As a small example, let’s consider the strings

$s_{1} = 01101$
$s_{2} = 10110$

Then the resulting stitch pattern (as drawn by the code in the previous post) is

and the graph looks like this (overlayed on it):

(Notice the “regions” in the picture are exactly connected components of the graph)

Now there’s a lot of of questions we can ask about these pictures. Let’s build a larger one to make things a bit more obvious:

Say $s_{1} = 11010100110111000000001$ and $s_{2} = 01001010110111110011110000110000$ .

then our picture looks like this:

and already there’s some obvious questions to ask.

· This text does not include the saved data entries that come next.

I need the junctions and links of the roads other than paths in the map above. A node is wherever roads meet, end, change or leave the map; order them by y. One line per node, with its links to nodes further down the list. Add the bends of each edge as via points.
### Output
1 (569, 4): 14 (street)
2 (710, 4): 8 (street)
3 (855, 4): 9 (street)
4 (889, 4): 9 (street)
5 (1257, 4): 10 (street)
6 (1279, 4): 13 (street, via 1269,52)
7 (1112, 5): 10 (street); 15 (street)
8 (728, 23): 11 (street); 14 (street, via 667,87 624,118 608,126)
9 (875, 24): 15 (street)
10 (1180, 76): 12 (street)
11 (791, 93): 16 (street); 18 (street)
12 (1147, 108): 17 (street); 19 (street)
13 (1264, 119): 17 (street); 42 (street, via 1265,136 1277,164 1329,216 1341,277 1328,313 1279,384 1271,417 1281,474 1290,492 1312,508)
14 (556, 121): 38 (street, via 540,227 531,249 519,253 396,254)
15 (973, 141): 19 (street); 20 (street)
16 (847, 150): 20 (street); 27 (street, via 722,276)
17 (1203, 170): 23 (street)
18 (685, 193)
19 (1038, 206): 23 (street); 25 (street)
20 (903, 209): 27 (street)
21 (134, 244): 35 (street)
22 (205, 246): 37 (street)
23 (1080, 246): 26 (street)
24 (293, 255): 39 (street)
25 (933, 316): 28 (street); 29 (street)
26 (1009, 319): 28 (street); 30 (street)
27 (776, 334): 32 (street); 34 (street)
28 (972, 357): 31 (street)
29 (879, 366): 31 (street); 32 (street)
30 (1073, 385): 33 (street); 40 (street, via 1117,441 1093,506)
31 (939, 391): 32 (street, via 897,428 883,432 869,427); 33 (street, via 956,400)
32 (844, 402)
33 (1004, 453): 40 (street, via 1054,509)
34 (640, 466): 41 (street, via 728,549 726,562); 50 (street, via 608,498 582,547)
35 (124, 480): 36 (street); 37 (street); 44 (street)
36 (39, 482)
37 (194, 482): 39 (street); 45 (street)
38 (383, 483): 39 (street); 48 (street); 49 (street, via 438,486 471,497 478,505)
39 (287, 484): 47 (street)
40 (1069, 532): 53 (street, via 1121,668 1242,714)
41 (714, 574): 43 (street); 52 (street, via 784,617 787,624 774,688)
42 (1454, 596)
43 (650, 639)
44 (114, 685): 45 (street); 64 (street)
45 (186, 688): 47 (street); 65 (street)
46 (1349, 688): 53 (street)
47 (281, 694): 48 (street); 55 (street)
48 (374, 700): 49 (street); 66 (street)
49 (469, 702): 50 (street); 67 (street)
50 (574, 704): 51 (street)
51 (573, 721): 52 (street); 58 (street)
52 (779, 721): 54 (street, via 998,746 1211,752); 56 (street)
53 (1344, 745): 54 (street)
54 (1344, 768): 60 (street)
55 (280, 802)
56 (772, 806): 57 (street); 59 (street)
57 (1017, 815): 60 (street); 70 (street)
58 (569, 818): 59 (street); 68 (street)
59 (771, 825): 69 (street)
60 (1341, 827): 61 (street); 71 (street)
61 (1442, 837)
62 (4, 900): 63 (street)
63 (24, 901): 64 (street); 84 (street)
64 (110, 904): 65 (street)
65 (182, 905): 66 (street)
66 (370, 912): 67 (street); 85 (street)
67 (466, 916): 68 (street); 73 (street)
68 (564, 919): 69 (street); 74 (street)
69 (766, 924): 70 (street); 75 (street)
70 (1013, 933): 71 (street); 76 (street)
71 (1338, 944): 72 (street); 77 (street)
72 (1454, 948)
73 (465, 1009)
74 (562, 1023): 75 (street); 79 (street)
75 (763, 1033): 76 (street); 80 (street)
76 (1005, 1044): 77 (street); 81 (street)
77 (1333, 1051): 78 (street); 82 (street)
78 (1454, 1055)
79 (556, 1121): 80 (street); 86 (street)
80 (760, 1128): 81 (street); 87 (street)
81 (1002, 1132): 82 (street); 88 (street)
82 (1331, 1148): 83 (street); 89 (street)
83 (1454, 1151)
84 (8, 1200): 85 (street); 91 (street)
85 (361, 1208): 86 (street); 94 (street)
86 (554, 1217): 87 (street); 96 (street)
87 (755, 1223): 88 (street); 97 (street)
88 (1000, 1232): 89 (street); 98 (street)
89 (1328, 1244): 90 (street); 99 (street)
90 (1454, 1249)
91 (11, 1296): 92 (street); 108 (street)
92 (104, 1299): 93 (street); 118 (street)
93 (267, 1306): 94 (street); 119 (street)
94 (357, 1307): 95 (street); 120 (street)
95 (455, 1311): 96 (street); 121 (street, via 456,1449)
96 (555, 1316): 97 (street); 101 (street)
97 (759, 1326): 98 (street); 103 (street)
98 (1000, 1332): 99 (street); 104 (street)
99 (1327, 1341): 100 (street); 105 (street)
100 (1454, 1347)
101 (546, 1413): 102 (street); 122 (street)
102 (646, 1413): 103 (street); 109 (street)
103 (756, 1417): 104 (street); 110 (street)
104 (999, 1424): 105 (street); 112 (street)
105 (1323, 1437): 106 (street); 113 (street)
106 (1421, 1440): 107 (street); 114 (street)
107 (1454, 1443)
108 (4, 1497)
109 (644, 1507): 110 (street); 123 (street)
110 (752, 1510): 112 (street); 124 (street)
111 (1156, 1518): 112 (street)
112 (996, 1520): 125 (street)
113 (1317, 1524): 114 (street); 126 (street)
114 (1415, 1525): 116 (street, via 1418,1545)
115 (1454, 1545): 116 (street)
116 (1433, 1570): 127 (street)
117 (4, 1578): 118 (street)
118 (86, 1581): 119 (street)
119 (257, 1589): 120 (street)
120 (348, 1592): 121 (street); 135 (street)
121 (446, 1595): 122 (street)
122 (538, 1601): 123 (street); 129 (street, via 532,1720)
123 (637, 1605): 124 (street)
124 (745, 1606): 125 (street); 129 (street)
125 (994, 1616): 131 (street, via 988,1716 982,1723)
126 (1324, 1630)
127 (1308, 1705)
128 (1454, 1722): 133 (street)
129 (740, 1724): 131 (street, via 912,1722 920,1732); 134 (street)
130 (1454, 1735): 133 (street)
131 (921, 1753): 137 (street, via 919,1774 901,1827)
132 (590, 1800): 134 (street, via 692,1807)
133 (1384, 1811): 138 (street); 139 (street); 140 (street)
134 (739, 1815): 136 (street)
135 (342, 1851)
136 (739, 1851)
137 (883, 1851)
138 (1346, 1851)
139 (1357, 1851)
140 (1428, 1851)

How many $1 \times 1$ squares do we expect to get? What about other patterns, like the plus signs?
How many regions do we expect to get in total? And how big do we expect the regions to be?

There are other natural questions as well, but these are interesting to me because I can solve them, and because I can’t solve them (respectively).

You should play around with making your own hitomezashi pictures, and try to come up with your own questions about them!

Feel free to leave any conjectures or work of your own in the comments here ^_^

Let’s start with the expected number of $1 \times 1$ tiles. This is actually a super cute problem, and could easily have been 251 homework at CMU. If you want to work it out for yourself, now’s the time! Otherwise, let’s see how to do it together:

The probability that any given square $(x, y)$ is a singleton tile is the probabillity that there are walls at $x$ , $x + 1$ , $y$ , and $y + 1$ . Of course, there’s a $50 %$ chance of having a wall in any predetermined position, So the odds of getting all $4$ of our walls in the right spot is $2^{- 4}$ .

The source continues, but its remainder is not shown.